The purpose of a façade, however, is also to leave a lasting impression and become its architect's signature.
In this blog, we’ll present six examples of unique-looking façades that show what architects from around the world have achieved, thanks to new materials, new uses of old materials, and large doses of creativity.
Linz, Salon Mittermeier
This façade for a hair couture salon in Austria is, first of all, an iconic business sign. Outside, the three-dimensional design looks different to passers-by as they change their point of view. At the same time, it protects the privacy of clients inside.
Barcelona, Port Vell Marina
The white façade joins together the two separate buildings, a restaurant and bar, and offices. The colour of the structure blends with the predominant white hulls from the boats of the marina. The perforations protect from both direct sunlight and the strong winds from the sea.
Los Angeles, Petersen Automotive Museum
The façade evokes the shape of a car (but without being an exact replica) and the idea of speed. It’s a strong architectural statement that is directed at both car and architecture enthusiasts.
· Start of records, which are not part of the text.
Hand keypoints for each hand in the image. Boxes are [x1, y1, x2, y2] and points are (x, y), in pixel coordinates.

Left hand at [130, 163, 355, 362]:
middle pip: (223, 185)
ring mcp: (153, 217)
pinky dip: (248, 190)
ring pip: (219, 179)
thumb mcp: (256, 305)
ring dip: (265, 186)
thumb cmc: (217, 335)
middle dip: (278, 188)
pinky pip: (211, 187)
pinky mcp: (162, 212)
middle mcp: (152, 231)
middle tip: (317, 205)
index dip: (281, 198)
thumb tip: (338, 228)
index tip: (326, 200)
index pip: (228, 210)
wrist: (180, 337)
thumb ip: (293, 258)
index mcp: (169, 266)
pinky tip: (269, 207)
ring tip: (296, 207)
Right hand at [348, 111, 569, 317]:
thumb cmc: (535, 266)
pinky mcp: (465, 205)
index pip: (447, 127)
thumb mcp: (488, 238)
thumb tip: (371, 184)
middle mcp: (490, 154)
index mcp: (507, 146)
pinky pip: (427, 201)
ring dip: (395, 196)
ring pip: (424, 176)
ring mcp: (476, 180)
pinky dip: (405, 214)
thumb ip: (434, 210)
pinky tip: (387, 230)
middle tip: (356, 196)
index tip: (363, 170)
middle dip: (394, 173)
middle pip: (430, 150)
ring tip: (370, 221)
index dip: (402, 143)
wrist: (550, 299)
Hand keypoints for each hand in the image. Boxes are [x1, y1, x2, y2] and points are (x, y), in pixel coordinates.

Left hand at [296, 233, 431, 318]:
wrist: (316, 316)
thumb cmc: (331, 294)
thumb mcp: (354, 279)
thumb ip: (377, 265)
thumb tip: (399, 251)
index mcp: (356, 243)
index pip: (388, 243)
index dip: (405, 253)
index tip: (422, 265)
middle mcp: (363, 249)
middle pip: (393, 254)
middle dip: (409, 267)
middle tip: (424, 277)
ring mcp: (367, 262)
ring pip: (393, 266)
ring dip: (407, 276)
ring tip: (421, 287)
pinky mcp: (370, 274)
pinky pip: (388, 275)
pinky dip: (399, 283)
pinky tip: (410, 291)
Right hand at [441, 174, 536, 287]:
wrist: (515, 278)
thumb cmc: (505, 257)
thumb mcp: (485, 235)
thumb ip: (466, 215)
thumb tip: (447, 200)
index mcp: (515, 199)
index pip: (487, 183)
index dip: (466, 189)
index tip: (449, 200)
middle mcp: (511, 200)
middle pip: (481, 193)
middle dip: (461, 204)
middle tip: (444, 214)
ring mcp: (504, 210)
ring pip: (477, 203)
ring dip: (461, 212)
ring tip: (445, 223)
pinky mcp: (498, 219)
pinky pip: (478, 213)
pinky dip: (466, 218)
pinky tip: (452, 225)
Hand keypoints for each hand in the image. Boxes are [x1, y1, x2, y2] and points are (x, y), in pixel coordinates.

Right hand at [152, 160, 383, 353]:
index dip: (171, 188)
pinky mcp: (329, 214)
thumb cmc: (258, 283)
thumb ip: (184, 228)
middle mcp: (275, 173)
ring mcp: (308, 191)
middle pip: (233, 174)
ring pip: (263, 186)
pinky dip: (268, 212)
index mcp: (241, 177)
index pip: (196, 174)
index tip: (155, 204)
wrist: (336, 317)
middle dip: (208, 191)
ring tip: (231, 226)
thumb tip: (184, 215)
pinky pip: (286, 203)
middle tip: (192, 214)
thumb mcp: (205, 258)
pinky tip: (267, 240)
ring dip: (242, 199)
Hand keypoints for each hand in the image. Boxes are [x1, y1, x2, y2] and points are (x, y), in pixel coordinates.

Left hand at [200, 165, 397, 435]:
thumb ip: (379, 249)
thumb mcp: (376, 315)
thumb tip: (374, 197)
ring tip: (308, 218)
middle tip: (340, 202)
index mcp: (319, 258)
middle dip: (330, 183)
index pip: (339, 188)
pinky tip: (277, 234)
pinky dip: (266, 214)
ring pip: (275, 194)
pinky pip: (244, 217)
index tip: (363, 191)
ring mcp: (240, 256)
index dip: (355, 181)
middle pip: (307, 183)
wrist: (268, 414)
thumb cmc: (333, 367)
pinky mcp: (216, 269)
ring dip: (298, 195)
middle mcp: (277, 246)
To build the structure, architects employed 308 custom-built ribbons made of stainless steel and aluminium. At night, the façade is lit by LEDs placed behind the ribbons.
Miami, Tom Ford flagship store
The style of the façade is a tribute to Art Deco, which was very popular in Miami during the post-WWI years. The building has a smooth entrance surrounded by a façade of pleated panels made of glass fibre-reinforced concrete. At night, the façade is backlit to emphasise the geometric patterns.
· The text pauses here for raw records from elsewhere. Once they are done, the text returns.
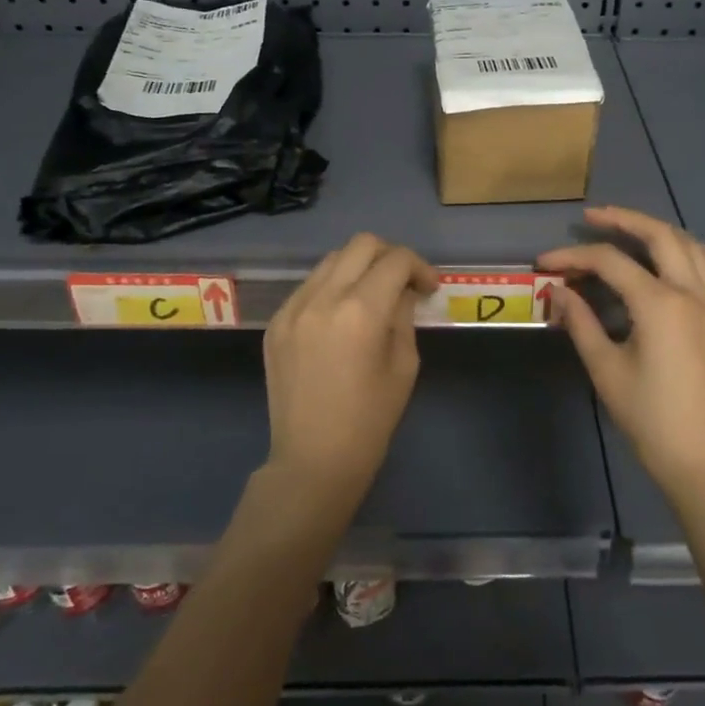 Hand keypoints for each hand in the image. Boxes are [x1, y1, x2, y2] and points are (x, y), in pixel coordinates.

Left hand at [263, 233, 438, 492]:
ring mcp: (293, 308)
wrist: (312, 461)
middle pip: (361, 245)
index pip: (395, 260)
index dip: (420, 267)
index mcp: (360, 311)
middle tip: (403, 282)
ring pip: (331, 260)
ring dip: (358, 268)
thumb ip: (404, 317)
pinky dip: (332, 288)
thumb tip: (403, 292)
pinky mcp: (276, 323)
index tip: (428, 288)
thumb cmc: (369, 421)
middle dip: (390, 256)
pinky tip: (341, 317)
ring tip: (372, 296)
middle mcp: (322, 298)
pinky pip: (309, 286)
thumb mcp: (403, 366)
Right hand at [539, 206, 704, 503]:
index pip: (610, 262)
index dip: (572, 256)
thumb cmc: (650, 419)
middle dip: (623, 220)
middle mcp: (693, 293)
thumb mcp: (606, 370)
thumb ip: (580, 322)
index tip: (544, 263)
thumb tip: (557, 291)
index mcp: (660, 304)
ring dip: (660, 231)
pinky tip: (680, 258)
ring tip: (632, 231)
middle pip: (659, 236)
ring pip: (693, 246)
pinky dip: (695, 253)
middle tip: (592, 217)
Beijing, Banqiao South Alley
In this experimental façade, the material of choice was high-performance concrete moulded into a three-dimensional undulating shape. The function of the perforations is to make the structure lighter and more stable and to filter sunrays during the day. At night, the backlighting reveals the portrait of Mao Tse Tung.
Wellington, Xero building
The refurbishment project of this two-level heritage building added three new levels and a façade. The main purpose of the façade was to protect the building from the strong winds and corrosion coming from the seafront. Also, its design had to integrate with the existing building without overshadowing the original façade.
These examples show the various intentions behind remarkable-looking façades. They can integrate with the location, represent a historical reference, enhance an existing façade that is worth preserving or be an iconic business sign to attract customers and visitors.